The biggest risk is cyber bullying. Cyber bullying is a recent phrase which describes the bullying that we would associate with a schoolyard bully, only now it is in the cyber realm. As mentioned in the CNET article, most everyone grows out of the face-to-face bullying as they mature and grow. Life lessons teach them that it’s not ok to be a bully and it dies out with age. However, cyber bullying increases exponentially as children grow and mature, because it allows the bully to hide behind a cellphone, or a laptop. Principals, teachers, and coaches can control the bullying that takes place at school, but no one can control one child text messaging a threat to another child in the middle of the night. No one can control what one student says about another student on Facebook – and often times the bullying is far more public this way since so many of our children are connected through devices like cellphones.

Another risk is sexual development. Many cellphones and all smartphones can access the internet. Now, what used to be seeing a friends dad’s Playboy magazine, is now sleepless nights of surfing full blown pornography websites that are designed to be viewed on a cellphone screen. Since so many of these phones now have HD cameras, students are snapping nude pictures of themselves and texting them back and forth. Imagine a 3rd grade female getting a text message with a picture of a 5th graders penis on it? If you’re the parent of a daughter (like me) it make your skin boil. The little girl didn’t ask for that. The little girl had no control over that, but I guarantee that will damage her sexual development.

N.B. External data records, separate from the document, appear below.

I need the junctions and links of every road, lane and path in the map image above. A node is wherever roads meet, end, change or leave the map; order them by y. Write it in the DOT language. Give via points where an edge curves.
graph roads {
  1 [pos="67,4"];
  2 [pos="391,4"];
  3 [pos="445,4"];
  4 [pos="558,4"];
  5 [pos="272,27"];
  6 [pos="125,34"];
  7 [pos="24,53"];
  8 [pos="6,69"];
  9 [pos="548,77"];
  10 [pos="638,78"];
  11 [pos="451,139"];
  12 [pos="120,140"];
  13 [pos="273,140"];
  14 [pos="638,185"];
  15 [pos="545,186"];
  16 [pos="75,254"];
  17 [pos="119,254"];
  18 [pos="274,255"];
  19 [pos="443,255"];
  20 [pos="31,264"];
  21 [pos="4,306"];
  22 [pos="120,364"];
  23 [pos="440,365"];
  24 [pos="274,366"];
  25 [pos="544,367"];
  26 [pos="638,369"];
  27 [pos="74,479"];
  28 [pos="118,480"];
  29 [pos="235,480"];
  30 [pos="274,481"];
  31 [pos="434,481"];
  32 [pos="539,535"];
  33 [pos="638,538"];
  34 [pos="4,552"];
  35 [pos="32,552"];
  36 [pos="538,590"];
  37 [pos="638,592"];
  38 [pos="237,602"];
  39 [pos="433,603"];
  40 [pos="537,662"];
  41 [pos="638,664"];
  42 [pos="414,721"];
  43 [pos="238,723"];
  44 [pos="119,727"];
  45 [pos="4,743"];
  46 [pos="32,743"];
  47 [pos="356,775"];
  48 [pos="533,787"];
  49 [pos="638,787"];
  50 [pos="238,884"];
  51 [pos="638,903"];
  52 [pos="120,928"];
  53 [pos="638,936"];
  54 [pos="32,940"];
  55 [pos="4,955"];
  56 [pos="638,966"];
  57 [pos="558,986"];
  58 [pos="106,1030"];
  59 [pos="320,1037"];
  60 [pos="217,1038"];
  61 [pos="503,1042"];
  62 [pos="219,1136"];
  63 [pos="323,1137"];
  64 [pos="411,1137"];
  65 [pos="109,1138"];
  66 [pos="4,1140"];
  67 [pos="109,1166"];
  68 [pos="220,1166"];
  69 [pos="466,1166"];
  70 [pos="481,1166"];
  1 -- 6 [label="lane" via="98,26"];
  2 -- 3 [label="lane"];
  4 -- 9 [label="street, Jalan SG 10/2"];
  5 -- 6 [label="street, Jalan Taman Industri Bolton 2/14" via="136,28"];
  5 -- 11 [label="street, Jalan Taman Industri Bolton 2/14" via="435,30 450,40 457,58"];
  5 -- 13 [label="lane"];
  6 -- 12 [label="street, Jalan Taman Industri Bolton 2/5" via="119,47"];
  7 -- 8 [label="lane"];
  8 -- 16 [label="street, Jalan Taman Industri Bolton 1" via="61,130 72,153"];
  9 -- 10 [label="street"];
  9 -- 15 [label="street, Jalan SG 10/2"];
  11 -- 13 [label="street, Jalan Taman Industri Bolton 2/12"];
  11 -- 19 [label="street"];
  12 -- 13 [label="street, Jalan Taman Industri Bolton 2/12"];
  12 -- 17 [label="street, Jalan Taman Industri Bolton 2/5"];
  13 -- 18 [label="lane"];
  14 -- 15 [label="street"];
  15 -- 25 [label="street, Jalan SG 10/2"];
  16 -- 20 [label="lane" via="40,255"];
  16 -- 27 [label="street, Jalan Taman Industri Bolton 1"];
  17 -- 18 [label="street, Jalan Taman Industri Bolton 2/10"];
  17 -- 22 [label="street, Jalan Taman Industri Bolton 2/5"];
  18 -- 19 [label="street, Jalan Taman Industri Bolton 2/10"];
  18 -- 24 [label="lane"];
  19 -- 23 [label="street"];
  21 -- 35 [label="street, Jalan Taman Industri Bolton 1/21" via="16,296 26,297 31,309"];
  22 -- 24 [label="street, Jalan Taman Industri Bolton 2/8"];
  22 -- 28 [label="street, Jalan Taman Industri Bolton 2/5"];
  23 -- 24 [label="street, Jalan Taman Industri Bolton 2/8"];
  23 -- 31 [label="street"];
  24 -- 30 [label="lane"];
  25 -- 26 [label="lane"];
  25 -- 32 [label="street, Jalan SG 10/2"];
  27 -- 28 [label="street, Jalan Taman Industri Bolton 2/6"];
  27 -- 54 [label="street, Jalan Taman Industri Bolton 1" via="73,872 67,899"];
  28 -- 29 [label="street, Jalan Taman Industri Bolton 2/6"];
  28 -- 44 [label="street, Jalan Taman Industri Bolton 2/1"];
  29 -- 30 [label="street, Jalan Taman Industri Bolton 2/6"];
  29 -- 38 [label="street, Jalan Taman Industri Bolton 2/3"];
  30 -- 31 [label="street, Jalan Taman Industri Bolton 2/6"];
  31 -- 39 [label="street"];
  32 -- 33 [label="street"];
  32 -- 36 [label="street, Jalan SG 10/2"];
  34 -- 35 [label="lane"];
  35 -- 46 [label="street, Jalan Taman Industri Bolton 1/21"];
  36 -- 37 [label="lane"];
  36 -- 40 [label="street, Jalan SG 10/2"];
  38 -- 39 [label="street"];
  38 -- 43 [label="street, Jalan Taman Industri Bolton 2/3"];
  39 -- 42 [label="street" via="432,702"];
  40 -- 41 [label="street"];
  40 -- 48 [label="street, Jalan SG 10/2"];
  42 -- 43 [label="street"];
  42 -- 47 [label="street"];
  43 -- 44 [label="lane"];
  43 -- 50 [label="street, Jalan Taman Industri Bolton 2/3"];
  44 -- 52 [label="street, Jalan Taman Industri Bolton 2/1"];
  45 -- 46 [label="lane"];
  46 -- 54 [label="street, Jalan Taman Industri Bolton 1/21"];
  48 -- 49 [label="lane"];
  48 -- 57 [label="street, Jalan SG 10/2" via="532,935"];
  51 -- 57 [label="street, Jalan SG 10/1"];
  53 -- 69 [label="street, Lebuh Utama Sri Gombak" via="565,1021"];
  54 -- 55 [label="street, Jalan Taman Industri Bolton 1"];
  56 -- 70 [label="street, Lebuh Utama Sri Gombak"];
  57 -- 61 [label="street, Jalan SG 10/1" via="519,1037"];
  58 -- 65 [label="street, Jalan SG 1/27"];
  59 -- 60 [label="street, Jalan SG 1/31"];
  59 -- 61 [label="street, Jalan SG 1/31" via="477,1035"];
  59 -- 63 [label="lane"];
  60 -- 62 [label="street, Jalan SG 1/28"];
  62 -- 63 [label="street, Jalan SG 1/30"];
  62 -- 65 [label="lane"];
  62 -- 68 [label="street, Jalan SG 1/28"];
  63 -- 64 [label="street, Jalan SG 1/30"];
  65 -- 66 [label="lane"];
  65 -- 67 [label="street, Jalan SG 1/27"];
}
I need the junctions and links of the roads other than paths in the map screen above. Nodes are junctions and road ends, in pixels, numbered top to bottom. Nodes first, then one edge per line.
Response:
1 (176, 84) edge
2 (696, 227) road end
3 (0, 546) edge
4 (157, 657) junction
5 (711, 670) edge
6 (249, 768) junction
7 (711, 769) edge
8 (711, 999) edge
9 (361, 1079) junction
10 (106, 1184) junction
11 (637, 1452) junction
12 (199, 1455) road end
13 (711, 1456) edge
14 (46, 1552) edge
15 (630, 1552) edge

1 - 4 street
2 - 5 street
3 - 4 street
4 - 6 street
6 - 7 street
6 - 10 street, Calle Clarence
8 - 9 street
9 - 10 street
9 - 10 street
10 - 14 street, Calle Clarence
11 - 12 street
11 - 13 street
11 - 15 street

The last danger that I see (and am going to mention in this post) is that it removes our children from face-to-face interactions that bring about life lessons which builds character. The effects of the digital era (HDTV’s, Laptops, Tablets, Cellphones, Video games, etc.) are still being determined, but I have seen firsthand how it affects a child’s ability to interact face-to-face. I’ve watched children drift to the periphery of social groups because they are constantly on their phones, or playing a hand-held video game. The approach to dating is being rewritten because of Facebook. A male can no longer approach a female peer and ask if he can take her on a date without being labeled as a “creeper.” The relationship now MUST begin with him befriending her on Facebook. IF she accepts the friendship, he can then casually strike up digital conversation via Facebook. Once a good rapport has been established on Facebook, he can then approach her in person. Before he can ask her out he must acquire her phone number, not so that he can call her, but so that he can text her. Then, he can ask her out on a date (more than likely through a Facebook message or text message) once he is absolutely sure he won’t be rejected. After the conclusion of the date, to signify that the date went well, she must change her relationship status on Facebook from “single” to “in a relationship.” Then, and only then, can he change his relationship status as well. This is now the establishment of a dating relationship, and can be broken at any time if either party changes their relationship status.

Is this not absurd? I think so. The harsh reality though, is that this is what is happening to our children when we allow them to hide behind the digital veil. I have youth minister friends who tell me that teenagers who have good news will call them to share it, but if a teenager has bad news or is breaking a commitment they made, they’ll text it because they can’t bring themselves to even call – let alone share that news in person. Are we doing our children a favor by giving them this technology, or are we giving them an out from the learning experiences and feelings you get when you have to share bad or disappointing news?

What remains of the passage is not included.